• _GOAL OF THE EXERCISE_: Going through the data below, please show each line containing the string "Γρεβενών".

•••••

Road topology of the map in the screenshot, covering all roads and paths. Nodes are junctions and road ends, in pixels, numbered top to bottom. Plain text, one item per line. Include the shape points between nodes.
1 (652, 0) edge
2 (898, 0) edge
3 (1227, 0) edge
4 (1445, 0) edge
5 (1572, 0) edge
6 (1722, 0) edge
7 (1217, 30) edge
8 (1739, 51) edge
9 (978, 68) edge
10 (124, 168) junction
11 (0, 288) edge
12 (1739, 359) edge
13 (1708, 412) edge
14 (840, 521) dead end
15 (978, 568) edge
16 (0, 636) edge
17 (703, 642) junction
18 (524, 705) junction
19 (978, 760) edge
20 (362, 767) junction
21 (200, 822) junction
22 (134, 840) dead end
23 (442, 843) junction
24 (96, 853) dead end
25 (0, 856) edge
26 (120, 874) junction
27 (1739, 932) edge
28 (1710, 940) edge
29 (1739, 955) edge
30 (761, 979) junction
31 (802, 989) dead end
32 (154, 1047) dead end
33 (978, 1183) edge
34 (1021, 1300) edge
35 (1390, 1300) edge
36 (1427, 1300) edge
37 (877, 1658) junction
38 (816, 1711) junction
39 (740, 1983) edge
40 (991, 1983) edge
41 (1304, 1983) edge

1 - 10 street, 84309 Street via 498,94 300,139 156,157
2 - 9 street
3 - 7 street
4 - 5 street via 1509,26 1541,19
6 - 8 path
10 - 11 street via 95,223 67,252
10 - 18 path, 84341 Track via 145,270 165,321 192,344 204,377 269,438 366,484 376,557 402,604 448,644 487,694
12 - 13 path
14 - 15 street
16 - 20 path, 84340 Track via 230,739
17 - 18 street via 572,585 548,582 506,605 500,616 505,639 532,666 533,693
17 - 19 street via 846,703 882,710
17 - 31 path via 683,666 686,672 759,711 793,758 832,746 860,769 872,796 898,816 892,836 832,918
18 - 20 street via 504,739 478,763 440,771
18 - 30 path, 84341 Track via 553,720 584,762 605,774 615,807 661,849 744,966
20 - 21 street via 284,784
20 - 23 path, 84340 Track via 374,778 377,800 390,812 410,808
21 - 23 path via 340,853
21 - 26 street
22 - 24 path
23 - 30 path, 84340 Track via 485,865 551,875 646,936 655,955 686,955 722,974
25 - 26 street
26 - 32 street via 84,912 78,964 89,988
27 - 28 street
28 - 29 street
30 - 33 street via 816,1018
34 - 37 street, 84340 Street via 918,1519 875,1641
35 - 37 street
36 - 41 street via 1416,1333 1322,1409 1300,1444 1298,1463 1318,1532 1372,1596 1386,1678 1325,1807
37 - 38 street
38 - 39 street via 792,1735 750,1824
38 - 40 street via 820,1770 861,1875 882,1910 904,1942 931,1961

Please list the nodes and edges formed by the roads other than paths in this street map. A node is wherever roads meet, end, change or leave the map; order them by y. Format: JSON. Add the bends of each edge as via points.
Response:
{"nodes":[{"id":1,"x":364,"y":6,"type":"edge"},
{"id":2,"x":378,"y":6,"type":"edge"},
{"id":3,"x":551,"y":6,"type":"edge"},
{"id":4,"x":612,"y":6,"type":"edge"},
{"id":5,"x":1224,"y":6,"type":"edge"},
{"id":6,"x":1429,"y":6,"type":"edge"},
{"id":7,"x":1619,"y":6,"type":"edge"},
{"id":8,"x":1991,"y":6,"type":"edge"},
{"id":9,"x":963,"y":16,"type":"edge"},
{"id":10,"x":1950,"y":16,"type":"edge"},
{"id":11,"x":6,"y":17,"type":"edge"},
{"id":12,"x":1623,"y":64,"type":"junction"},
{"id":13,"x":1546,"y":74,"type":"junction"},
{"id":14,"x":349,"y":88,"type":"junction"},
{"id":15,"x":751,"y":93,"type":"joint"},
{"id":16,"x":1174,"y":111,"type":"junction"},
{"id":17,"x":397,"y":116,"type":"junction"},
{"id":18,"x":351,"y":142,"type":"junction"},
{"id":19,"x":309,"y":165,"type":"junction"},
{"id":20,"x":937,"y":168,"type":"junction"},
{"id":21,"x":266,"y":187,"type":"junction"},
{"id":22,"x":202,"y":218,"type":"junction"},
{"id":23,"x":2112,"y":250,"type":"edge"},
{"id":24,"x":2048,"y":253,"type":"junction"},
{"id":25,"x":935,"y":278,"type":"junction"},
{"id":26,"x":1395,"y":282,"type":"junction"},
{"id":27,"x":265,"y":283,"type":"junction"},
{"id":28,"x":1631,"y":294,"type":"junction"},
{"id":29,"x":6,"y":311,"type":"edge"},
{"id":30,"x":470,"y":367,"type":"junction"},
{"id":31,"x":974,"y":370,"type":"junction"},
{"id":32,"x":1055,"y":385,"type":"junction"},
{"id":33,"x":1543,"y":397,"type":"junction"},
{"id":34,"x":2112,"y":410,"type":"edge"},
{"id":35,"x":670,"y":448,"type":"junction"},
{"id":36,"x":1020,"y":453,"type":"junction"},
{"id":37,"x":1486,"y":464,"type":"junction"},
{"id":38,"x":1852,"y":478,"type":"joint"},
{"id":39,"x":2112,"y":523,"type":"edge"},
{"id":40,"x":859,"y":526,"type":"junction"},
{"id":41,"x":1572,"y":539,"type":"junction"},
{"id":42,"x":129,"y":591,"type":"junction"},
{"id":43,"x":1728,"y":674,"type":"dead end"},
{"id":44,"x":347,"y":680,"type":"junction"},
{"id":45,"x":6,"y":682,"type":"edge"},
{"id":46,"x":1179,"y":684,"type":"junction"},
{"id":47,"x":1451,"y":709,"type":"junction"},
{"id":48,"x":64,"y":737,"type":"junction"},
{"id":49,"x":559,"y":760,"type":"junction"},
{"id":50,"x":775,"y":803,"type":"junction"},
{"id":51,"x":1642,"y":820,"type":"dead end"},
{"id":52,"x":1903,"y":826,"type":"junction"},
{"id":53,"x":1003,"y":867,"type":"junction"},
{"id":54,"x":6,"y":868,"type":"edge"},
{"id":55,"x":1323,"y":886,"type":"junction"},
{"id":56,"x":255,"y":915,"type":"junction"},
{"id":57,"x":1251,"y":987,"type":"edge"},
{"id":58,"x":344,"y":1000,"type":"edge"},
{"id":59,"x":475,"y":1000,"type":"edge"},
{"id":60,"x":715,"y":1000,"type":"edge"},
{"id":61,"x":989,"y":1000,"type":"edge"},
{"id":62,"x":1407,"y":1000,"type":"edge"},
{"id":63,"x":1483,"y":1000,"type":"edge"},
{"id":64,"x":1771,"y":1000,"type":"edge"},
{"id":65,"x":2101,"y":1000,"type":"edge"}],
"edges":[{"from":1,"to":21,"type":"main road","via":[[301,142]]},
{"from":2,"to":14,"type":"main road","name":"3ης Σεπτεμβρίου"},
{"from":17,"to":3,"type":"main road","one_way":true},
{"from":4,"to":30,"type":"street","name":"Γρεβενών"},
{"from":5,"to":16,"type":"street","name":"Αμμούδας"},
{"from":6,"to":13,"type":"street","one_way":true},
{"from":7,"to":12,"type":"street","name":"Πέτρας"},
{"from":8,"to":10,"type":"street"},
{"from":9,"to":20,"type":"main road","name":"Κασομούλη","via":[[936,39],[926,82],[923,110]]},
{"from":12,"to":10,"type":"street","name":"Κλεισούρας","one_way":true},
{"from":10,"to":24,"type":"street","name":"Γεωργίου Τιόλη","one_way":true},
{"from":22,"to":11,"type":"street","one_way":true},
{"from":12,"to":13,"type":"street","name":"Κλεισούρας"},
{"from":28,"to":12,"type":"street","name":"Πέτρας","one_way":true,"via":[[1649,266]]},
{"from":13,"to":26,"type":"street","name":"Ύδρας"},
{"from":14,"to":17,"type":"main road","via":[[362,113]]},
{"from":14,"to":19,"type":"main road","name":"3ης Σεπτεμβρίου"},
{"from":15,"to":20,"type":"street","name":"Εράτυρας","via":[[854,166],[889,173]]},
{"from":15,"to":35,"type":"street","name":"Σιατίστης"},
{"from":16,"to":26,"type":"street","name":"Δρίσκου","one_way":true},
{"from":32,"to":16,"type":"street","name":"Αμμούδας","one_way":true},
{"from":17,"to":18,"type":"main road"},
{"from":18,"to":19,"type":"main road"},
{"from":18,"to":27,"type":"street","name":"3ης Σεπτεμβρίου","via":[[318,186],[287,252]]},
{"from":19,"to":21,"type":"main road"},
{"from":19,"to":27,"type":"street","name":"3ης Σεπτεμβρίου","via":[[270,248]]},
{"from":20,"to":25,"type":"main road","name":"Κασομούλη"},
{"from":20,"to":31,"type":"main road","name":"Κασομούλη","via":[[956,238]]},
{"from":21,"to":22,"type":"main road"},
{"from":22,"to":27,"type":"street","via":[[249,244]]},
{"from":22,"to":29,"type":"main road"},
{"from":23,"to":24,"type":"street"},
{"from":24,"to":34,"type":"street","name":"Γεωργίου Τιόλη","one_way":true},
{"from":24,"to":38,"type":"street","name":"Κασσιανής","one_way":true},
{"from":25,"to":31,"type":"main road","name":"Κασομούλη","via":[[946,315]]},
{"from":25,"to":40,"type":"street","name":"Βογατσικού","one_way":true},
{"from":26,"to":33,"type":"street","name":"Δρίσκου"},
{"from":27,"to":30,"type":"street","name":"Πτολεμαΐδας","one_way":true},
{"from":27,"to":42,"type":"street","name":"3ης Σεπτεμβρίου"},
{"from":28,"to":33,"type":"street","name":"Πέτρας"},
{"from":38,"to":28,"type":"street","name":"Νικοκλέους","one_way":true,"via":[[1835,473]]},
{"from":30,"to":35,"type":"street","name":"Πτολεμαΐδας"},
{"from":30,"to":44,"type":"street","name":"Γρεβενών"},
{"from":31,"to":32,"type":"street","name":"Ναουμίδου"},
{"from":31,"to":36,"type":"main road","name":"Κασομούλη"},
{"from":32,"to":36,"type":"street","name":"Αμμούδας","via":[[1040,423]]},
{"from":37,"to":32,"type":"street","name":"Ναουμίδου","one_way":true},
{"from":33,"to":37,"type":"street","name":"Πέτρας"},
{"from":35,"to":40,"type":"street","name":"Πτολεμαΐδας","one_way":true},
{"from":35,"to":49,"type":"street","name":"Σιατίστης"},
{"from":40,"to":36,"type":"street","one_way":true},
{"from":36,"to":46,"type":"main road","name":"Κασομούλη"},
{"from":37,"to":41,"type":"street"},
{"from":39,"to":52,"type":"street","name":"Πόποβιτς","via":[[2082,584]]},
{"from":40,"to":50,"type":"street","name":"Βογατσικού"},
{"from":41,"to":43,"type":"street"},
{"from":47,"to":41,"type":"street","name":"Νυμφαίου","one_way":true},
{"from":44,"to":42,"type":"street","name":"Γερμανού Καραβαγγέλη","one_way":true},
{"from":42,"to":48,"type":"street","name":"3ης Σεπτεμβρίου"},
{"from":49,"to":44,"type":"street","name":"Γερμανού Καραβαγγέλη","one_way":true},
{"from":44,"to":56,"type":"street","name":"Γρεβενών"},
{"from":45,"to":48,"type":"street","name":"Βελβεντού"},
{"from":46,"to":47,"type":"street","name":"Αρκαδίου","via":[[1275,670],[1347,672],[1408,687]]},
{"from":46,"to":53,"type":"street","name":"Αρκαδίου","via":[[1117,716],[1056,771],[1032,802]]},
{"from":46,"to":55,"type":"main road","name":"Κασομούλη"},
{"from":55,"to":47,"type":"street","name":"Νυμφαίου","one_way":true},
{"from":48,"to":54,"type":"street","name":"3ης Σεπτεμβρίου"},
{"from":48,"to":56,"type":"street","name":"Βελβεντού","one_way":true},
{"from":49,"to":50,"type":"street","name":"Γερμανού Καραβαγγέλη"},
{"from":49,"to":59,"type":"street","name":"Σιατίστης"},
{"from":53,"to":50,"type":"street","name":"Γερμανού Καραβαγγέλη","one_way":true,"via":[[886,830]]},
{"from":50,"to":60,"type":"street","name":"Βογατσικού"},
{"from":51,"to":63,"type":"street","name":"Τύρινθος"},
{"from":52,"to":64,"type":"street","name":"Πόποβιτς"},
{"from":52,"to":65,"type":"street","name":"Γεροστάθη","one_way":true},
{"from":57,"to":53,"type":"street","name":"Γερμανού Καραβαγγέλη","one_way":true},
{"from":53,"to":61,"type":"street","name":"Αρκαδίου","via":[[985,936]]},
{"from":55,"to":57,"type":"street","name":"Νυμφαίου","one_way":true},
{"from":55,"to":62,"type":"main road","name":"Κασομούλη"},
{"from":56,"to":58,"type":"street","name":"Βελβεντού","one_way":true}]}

•••••

• _RESULT OF THE EXERCISE_:
{"from":4,"to":30,"type":"street","name":"Γρεβενών"},
{"from":30,"to":44,"type":"street","name":"Γρεβενών"},
{"from":44,"to":56,"type":"street","name":"Γρεβενών"},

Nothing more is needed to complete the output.